Wrong. Because unfortunately, as those of us who live in the real world are well aware, many (maybe most?) people assume that a person charged with a crime must have done something wrong – and probably something criminally wrong – regardless of the eventual disposition of the criminal case. The stigma associated with just being charged with a crime is extremely pervasive and strongly entrenched in our society, and can negatively impact a defendant’s life on a short and long term basis, even if the criminal case is eventually dismissed and even if the dismissed status of the case is clearly reflected in public records. It’s not pretty, and it’s not politically correct (because innocent until proven guilty, right?), but come on … we all know it’s true. And in my opinion, for the Register’s editorial board to suggest otherwise is either absurdly naïve, or deliberately obtuse – I’m not sure which.

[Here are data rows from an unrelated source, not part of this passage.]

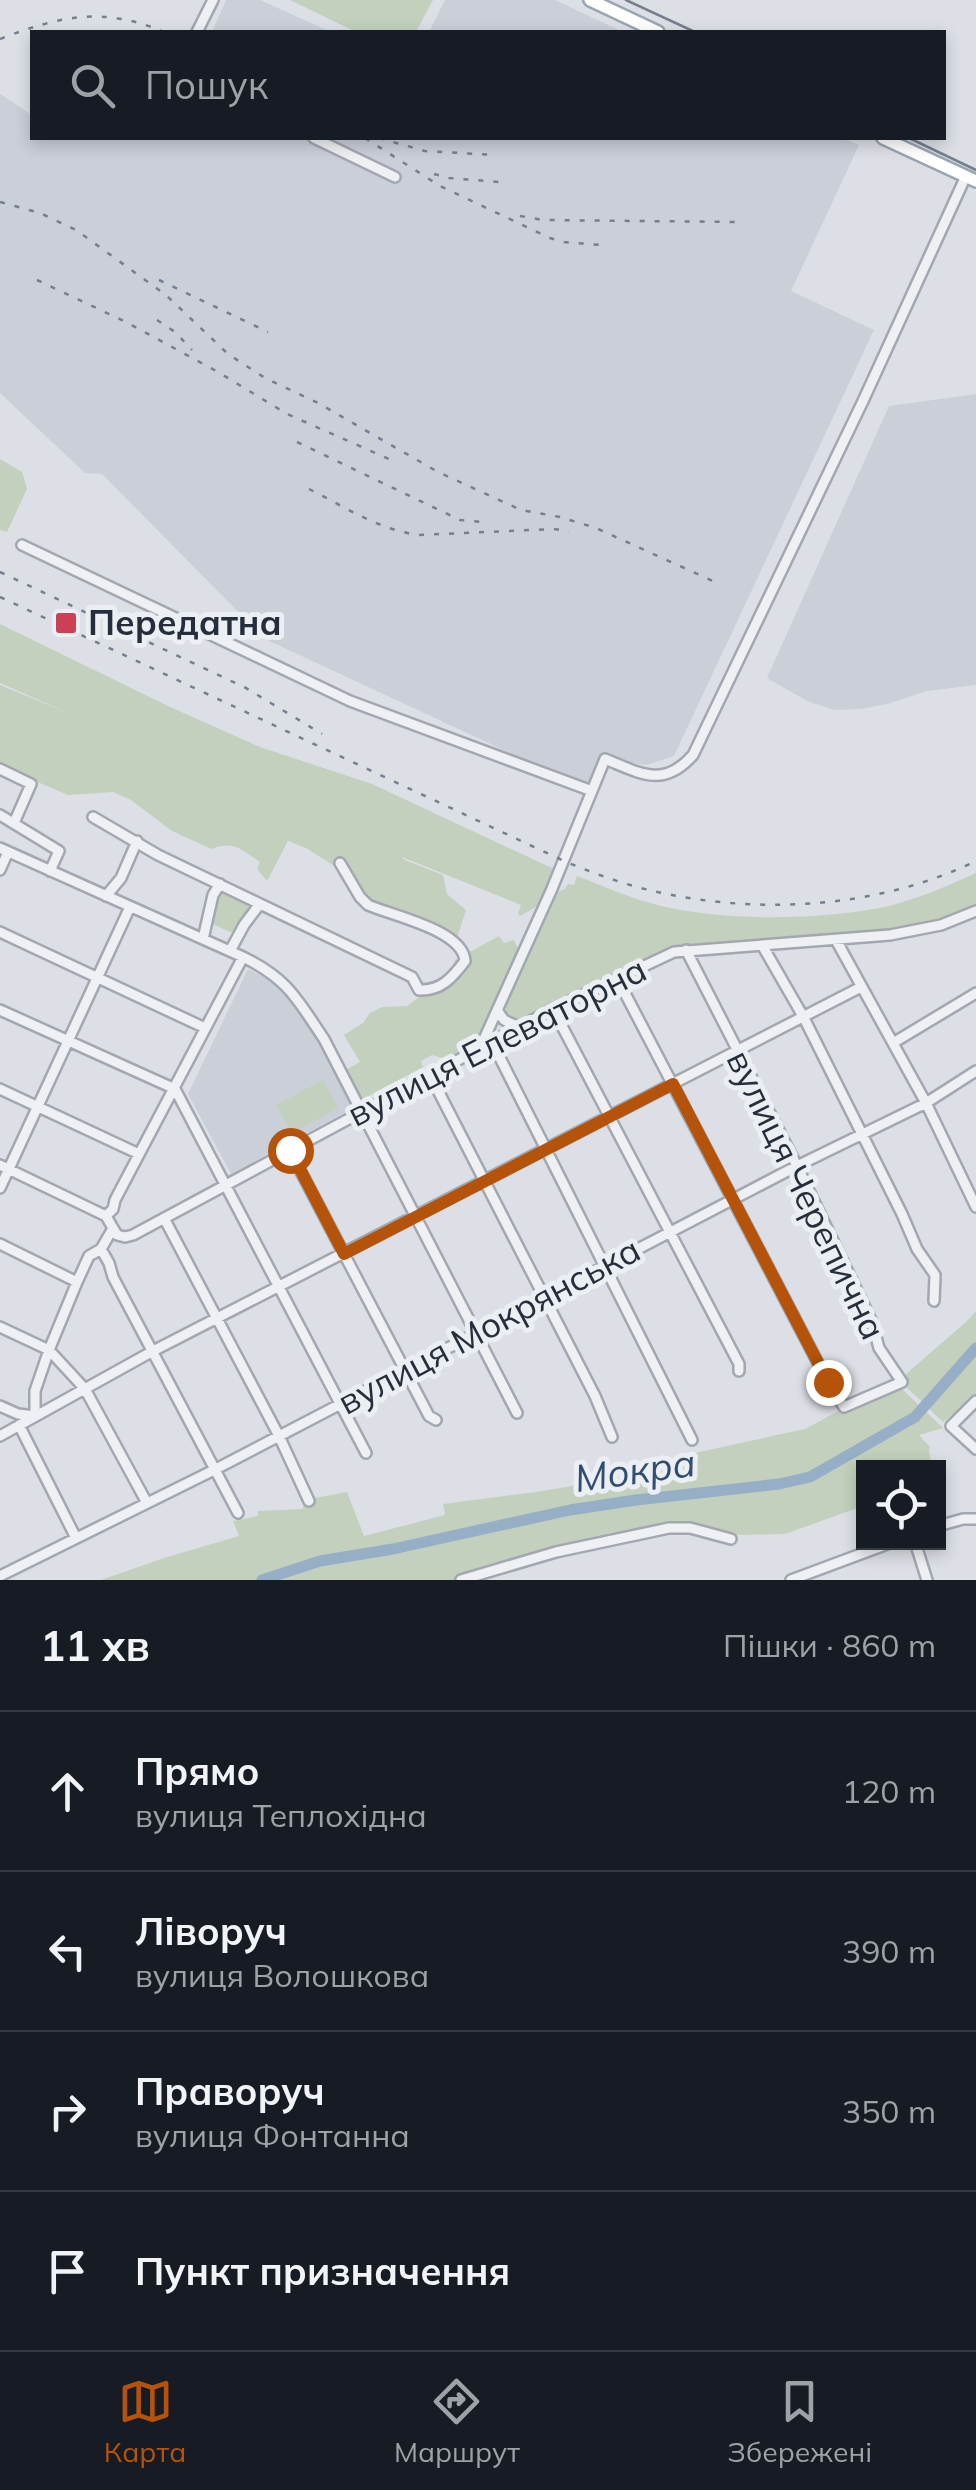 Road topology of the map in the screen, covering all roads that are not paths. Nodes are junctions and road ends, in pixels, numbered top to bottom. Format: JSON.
{"nodes":[{"id":1,"x":213,"y":0,"type":"edge"},
{"id":2,"x":590,"y":0,"type":"edge"},
{"id":3,"x":198,"y":30,"type":"edge"},
{"id":4,"x":654,"y":30,"type":"edge"},
{"id":5,"x":318,"y":140,"type":"edge"},
{"id":6,"x":886,"y":140,"type":"edge"},
{"id":7,"x":395,"y":177,"type":"dead end"},
{"id":8,"x":971,"y":179,"type":"edge"},
{"id":9,"x":22,"y":545,"type":"dead end"},
{"id":10,"x":0,"y":768,"type":"edge"},
{"id":11,"x":592,"y":790,"type":"junction"},
{"id":12,"x":0,"y":815,"type":"edge"},
{"id":13,"x":93,"y":817,"type":"dead end"},
{"id":14,"x":14,"y":823,"type":"junction"},
{"id":15,"x":136,"y":842,"type":"junction"},
{"id":16,"x":4,"y":850,"type":"edge"},
{"id":17,"x":340,"y":863,"type":"dead end"},
{"id":18,"x":0,"y":870,"type":"edge"},
{"id":19,"x":50,"y":871,"type":"junction"},
{"id":20,"x":220,"y":884,"type":"junction"},
{"id":21,"x":106,"y":896,"type":"junction"},
{"id":22,"x":259,"y":905,"type":"junction"},
{"id":23,"x":130,"y":907,"type":"junction"},
{"id":24,"x":976,"y":911,"type":"edge"},
{"id":25,"x":0,"y":932,"type":"edge"},
{"id":26,"x":203,"y":939,"type":"junction"},
{"id":27,"x":836,"y":940,"type":"junction"},
{"id":28,"x":762,"y":945,"type":"junction"},
{"id":29,"x":686,"y":950,"type":"junction"},
{"id":30,"x":230,"y":951,"type":"junction"},
{"id":31,"x":243,"y":957,"type":"junction"},
{"id":32,"x":98,"y":978,"type":"junction"},
{"id":33,"x":617,"y":978,"type":"junction"},
{"id":34,"x":861,"y":987,"type":"junction"},
{"id":35,"x":976,"y":993,"type":"edge"},
{"id":36,"x":553,"y":1009,"type":"junction"},
{"id":37,"x":0,"y":1010,"type":"edge"},
{"id":38,"x":497,"y":1010,"type":"junction"},
{"id":39,"x":804,"y":1018,"type":"junction"},
{"id":40,"x":519,"y":1027,"type":"junction"},
{"id":41,"x":206,"y":1028,"type":"junction"},
{"id":42,"x":68,"y":1042,"type":"junction"},
{"id":43,"x":492,"y":1042,"type":"junction"},
{"id":44,"x":893,"y":1043,"type":"junction"},
{"id":45,"x":480,"y":1048,"type":"junction"},
{"id":46,"x":738,"y":1051,"type":"junction"},
{"id":47,"x":976,"y":1071,"type":"edge"},
{"id":48,"x":430,"y":1075,"type":"junction"},
{"id":49,"x":673,"y":1084,"type":"junction"},
{"id":50,"x":174,"y":1088,"type":"junction"},
{"id":51,"x":0,"y":1089,"type":"edge"},
{"id":52,"x":926,"y":1103,"type":"junction"},
{"id":53,"x":38,"y":1107,"type":"junction"},
{"id":54,"x":360,"y":1112,"type":"junction"},
{"id":55,"x":610,"y":1117,"type":"junction"},
{"id":56,"x":862,"y":1134,"type":"junction"},
{"id":57,"x":290,"y":1150,"type":"junction"},
{"id":58,"x":546,"y":1150,"type":"junction"},
{"id":59,"x":139,"y":1154,"type":"junction"},
{"id":60,"x":796,"y":1166,"type":"junction"},
{"id":61,"x":5,"y":1167,"type":"edge"},
{"id":62,"x":484,"y":1181,"type":"junction"},
{"id":63,"x":225,"y":1185,"type":"junction"},
{"id":64,"x":0,"y":1188,"type":"edge"},
{"id":65,"x":732,"y":1199,"type":"junction"},
{"id":66,"x":976,"y":1207,"type":"edge"},
{"id":67,"x":106,"y":1216,"type":"junction"},
{"id":68,"x":414,"y":1216,"type":"junction"},
{"id":69,"x":164,"y":1218,"type":"junction"},
{"id":70,"x":112,"y":1230,"type":"junction"},
{"id":71,"x":670,"y":1232,"type":"junction"},
{"id":72,"x":0,"y":1244,"type":"edge"},
{"id":73,"x":101,"y":1249,"type":"junction"},
{"id":74,"x":344,"y":1254,"type":"junction"},
{"id":75,"x":607,"y":1266,"type":"junction"},
{"id":76,"x":76,"y":1282,"type":"junction"},
{"id":77,"x":280,"y":1286,"type":"junction"},
{"id":78,"x":544,"y":1297,"type":"junction"},
{"id":79,"x":934,"y":1301,"type":"dead end"},
{"id":80,"x":217,"y":1320,"type":"junction"},
{"id":81,"x":0,"y":1327,"type":"edge"},
{"id":82,"x":476,"y":1334,"type":"junction"},
{"id":83,"x":49,"y":1350,"type":"junction"},
{"id":84,"x":152,"y":1352,"type":"junction"},
{"id":85,"x":739,"y":1370,"type":"dead end"},
{"id":86,"x":404,"y":1372,"type":"junction"},
{"id":87,"x":85,"y":1389,"type":"junction"},
{"id":88,"x":976,"y":1401,"type":"edge"},
{"id":89,"x":340,"y":1404,"type":"junction"},
{"id":90,"x":0,"y":1406,"type":"edge"},
{"id":91,"x":517,"y":1414,"type":"dead end"},
{"id":92,"x":35,"y":1416,"type":"junction"},
{"id":93,"x":436,"y":1420,"type":"dead end"},
{"id":94,"x":19,"y":1425,"type":"junction"},
{"id":95,"x":0,"y":1436,"type":"edge"},
{"id":96,"x":278,"y":1436,"type":"junction"},
{"id":97,"x":612,"y":1436,"type":"dead end"},
{"id":98,"x":692,"y":1440,"type":"dead end"},
{"id":99,"x":976,"y":1449,"type":"edge"},
{"id":100,"x":366,"y":1453,"type":"dead end"},
{"id":101,"x":214,"y":1470,"type":"junction"},
{"id":102,"x":309,"y":1500,"type":"dead end"},
{"id":103,"x":147,"y":1504,"type":"junction"},
{"id":104,"x":238,"y":1513,"type":"dead end"},
{"id":105,"x":976,"y":1519,"type":"edge"},
{"id":106,"x":946,"y":1524,"type":"edge"},
{"id":107,"x":76,"y":1538,"type":"junction"},
{"id":108,"x":731,"y":1539,"type":"dead end"},
{"id":109,"x":872,"y":1550,"type":"edge"},
{"id":110,"x":917,"y":1550,"type":"edge"},
{"id":111,"x":0,"y":1576,"type":"edge"},
{"id":112,"x":461,"y":1580,"type":"edge"},
{"id":113,"x":792,"y":1580,"type":"edge"},
{"id":114,"x":927,"y":1580,"type":"edge"}],
"edges":[{"from":1,"to":3,"type":"street"},
{"from":2,"to":4,"type":"main road"},
{"from":5,"to":7,"type":"street"},
{"from":6,"to":8,"type":"main road"},
{"from":8,"to":11,"type":"street"},
{"from":9,"to":11,"type":"street"},
{"from":10,"to":14,"type":"street"},
{"from":11,"to":38,"type":"street"},
{"from":12,"to":14,"type":"street"},
{"from":13,"to":15,"type":"street"},
{"from":14,"to":19,"type":"street"},
{"from":15,"to":20,"type":"street"},
{"from":15,"to":21,"type":"street"},
{"from":16,"to":18,"type":"street"},
{"from":16,"to":19,"type":"street"},
{"from":17,"to":22,"type":"street"},
{"from":19,"to":21,"type":"street"},
{"from":20,"to":22,"type":"street"},
{"from":20,"to":26,"type":"street"},
{"from":21,"to":23,"type":"street"},
{"from":22,"to":30,"type":"street"},
{"from":23,"to":26,"type":"street"},
{"from":23,"to":32,"type":"street"},
{"from":24,"to":27,"type":"street","name":"вулиця Елеваторна"},
{"from":25,"to":32,"type":"street"},
{"from":26,"to":30,"type":"street"},
{"from":27,"to":28,"type":"street","name":"вулиця Елеваторна"},
{"from":27,"to":34,"type":"street"},
{"from":28,"to":29,"type":"street","name":"вулиця Елеваторна"},
{"from":28,"to":39,"type":"street"},
{"from":29,"to":33,"type":"street","name":"вулиця Елеваторна"},
{"from":29,"to":46,"type":"street","name":"вулиця Черепична"},
{"from":30,"to":31,"type":"street"},
{"from":31,"to":41,"type":"street"},
{"from":31,"to":54,"type":"street"},
{"from":32,"to":41,"type":"street"},
{"from":32,"to":42,"type":"street"},
{"from":33,"to":36,"type":"street","name":"вулиця Елеваторна"},
{"from":33,"to":49,"type":"street"},
{"from":34,"to":39,"type":"street"},
{"from":34,"to":44,"type":"street"},
{"from":35,"to":44,"type":"street"},
{"from":36,"to":40,"type":"street","name":"вулиця Елеваторна"},
{"from":36,"to":55,"type":"street"},
{"from":37,"to":42,"type":"street"},
{"from":38,"to":40,"type":"street"},
{"from":38,"to":45,"type":"street"},
{"from":39,"to":46,"type":"street"},
{"from":39,"to":56,"type":"street"},
{"from":40,"to":43,"type":"street","name":"вулиця Елеваторна"},
{"from":41,"to":50,"type":"street"},
{"from":42,"to":50,"type":"street"},
{"from":42,"to":53,"type":"street"},
{"from":43,"to":45,"type":"street","name":"вулиця Елеваторна"},
{"from":43,"to":58,"type":"street"},
{"from":44,"to":52,"type":"street"},
{"from":45,"to":48,"type":"street","name":"вулиця Елеваторна"},
{"from":46,"to":49,"type":"street"},
{"from":46,"to":60,"type":"street","name":"вулиця Черепична"},
{"from":47,"to":52,"type":"street","name":"вулиця Мокрянська"},
{"from":48,"to":54,"type":"street","name":"вулиця Елеваторна"},
{"from":48,"to":62,"type":"street"},
{"from":49,"to":55,"type":"street"},
{"from":49,"to":65,"type":"street"},
{"from":50,"to":59,"type":"street"},
{"from":50,"to":63,"type":"street"},
{"from":51,"to":53,"type":"street"},
{"from":52,"to":56,"type":"street","name":"вулиця Мокрянська"},
{"from":52,"to":66,"type":"street"},
{"from":53,"to":59,"type":"street"},
{"from":53,"to":61,"type":"street"},
{"from":54,"to":57,"type":"street","name":"вулиця Елеваторна"},
{"from":54,"to":68,"type":"street"},
{"from":55,"to":58,"type":"street"},
{"from":55,"to":71,"type":"street"},
{"from":56,"to":60,"type":"street","name":"вулиця Мокрянська"},
{"from":56,"to":79,"type":"street"},
{"from":57,"to":63,"type":"street","name":"вулиця Елеваторна"},
{"from":57,"to":74,"type":"street"},
{"from":58,"to":62,"type":"street"},
{"from":58,"to":75,"type":"street"},
{"from":59,"to":67,"type":"street"},
{"from":60,"to":65,"type":"street","name":"вулиця Мокрянська"},
{"from":60,"to":65,"type":"street","name":"вулиця Черепична"},
{"from":61,"to":64,"type":"street"},
{"from":61,"to":67,"type":"street"},
{"from":62,"to":68,"type":"street"},
{"from":62,"to":78,"type":"street"},
{"from":63,"to":69,"type":"street","name":"вулиця Елеваторна"},
{"from":63,"to":77,"type":"street"},
{"from":65,"to":71,"type":"street","name":"вулиця Мокрянська"},
{"from":67,"to":70,"type":"street"},
{"from":68,"to":74,"type":"street"},
{"from":68,"to":82,"type":"street"},
{"from":69,"to":70,"type":"street","name":"вулиця Елеваторна"},
{"from":69,"to":80,"type":"street"},
{"from":70,"to":73,"type":"street"},
{"from":71,"to":75,"type":"street","name":"вулиця Мокрянська"},
{"from":71,"to":85,"type":"street"},
{"from":72,"to":76,"type":"street"},
{"from":73,"to":76,"type":"street"},
{"from":73,"to":84,"type":"street"},
{"from":74,"to":77,"type":"street"},
{"from":74,"to":86,"type":"street"},
{"from":75,"to":78,"type":"street","name":"вулиця Мокрянська"},
{"from":75,"to":98,"type":"street"},
{"from":76,"to":83,"type":"street"},
{"from":77,"to":80,"type":"street"},
{"from":77,"to":89,"type":"street"},
{"from":78,"to":82,"type":"street","name":"вулиця Мокрянська"},
{"from":78,"to":97,"type":"street"},
{"from":80,"to":84,"type":"street"},
{"from":80,"to":96,"type":"street"},
{"from":81,"to":83,"type":"street"},
{"from":82,"to":86,"type":"street","name":"вулиця Мокрянська"},
{"from":82,"to":91,"type":"street"},
{"from":83,"to":87,"type":"street"},
{"from":83,"to":92,"type":"street"},
{"from":84,"to":87,"type":"street"},
{"from":84,"to":101,"type":"street"},
{"from":86,"to":89,"type":"street","name":"вулиця Мокрянська"},
{"from":86,"to":93,"type":"street"},
{"from":87,"to":92,"type":"street"},
{"from":87,"to":103,"type":"street"},
{"from":88,"to":99,"type":"street"},
{"from":89,"to":96,"type":"street","name":"вулиця Мокрянська"},
{"from":89,"to":100,"type":"street"},
{"from":90,"to":92,"type":"street"},
{"from":92,"to":94,"type":"street"},
{"from":94,"to":95,"type":"street"},
{"from":94,"to":107,"type":"street"},
{"from":96,"to":101,"type":"street","name":"вулиця Мокрянська"},
{"from":96,"to":102,"type":"street"},
{"from":101,"to":103,"type":"street","name":"вулиця Мокрянська"},
{"from":101,"to":104,"type":"street"},
{"from":103,"to":107,"type":"street","name":"вулиця Мокрянська"},
{"from":105,"to":106,"type":"street"},
{"from":107,"to":111,"type":"street","name":"вулиця Мокрянська"},
{"from":108,"to":112,"type":"street"},
{"from":109,"to":113,"type":"street"},
{"from":110,"to":114,"type":"street"}]}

What I am sure of is that every year, thousands of Iowans are charged with crimes that are eventually dismissed, and I’m also sure that many of these Iowans have missed out on opportunities – jobs, promotions, nice apartments, loans, etc. – at least in part because information regarding unproven and often completely untrue allegations of criminal misconduct is readily accessible on Iowa Courts Online. Many of these Iowans sincerely believe that they are being treated like criminals despite never having been convicted of a crime, and I am 100% sure that the majority of them will be anxious to take advantage of the expungement mechanism created by Senate File 385. It’s a good little bill that will make the lives of a lot of law abiding, hard working Iowans just a little bit better, at little if any cost to the government – that’s why Senate File 385 passed the House and Senate without a single dissenting vote, and it’s why I’m confident that Governor Branstad will NOT veto Senate File 385.
A few other points:
- Oversight/Accountability: In direct response to the Newspaper Association’s concerns re the need for public oversight of cases in which dismissals/acquittals are entered, the legislature amended the original bill so as to require a minimum delay of at least six months between entry of an order dismissing a case and entry of an order expunging the case, in order to allow interested parties ample opportunity to review and copy any and all portions of any and every criminal file in which a dismissal or not guilty verdict is entered. Adding this provision to the bill didn’t satisfy the Newspaper Association (apparently when it comes to compromise, its members employ the same “my way or the highway” strategy that newspaper editorials generally deplore when employed by elected officials), but I do think that the legislature’s good faith attempt to specifically address the Newspaper Association’s primary objection to the bill merited at least a mention in the Des Moines Register’s editorial setting out the Newspaper Association’s objections to the bill. I mean, fair is fair, right?
- It’s Up to the Defendant: Expungement of the court records concerning cases in which a defendant is found not guilty or in which all charges are dismissed is completely optional – it’s up to the individual defendant. While either a defendant or a prosecutor can request expungment, under the bill a judge can’t expunge a case unless the defendant establishes that the necessary prerequisites to expungement have been met … so if a person who is charged with a crime that is later dismissed believes (for some unfathomable reason) that it is in his/her best interests to leave the court records associated with that criminal charge forever accessible to the public, then those court records will remain forever accessible to the public.
- Plea Agreements Don’t Qualify: If a defendant accepts a plea agreement – e.g., pleads guilty to a lesser included crime, or in the case of a multi-count trial information pleads guilty to some counts in exchange for the dismissal of other counts – the entire court case will remain public record; this is also true if the defendant goes to trial and is found guilty of anything at all. The only court records that can be expunged under this bill are those cases in which the defendant is found not guilty of all charges, or in which all charges against the defendant are dismissed.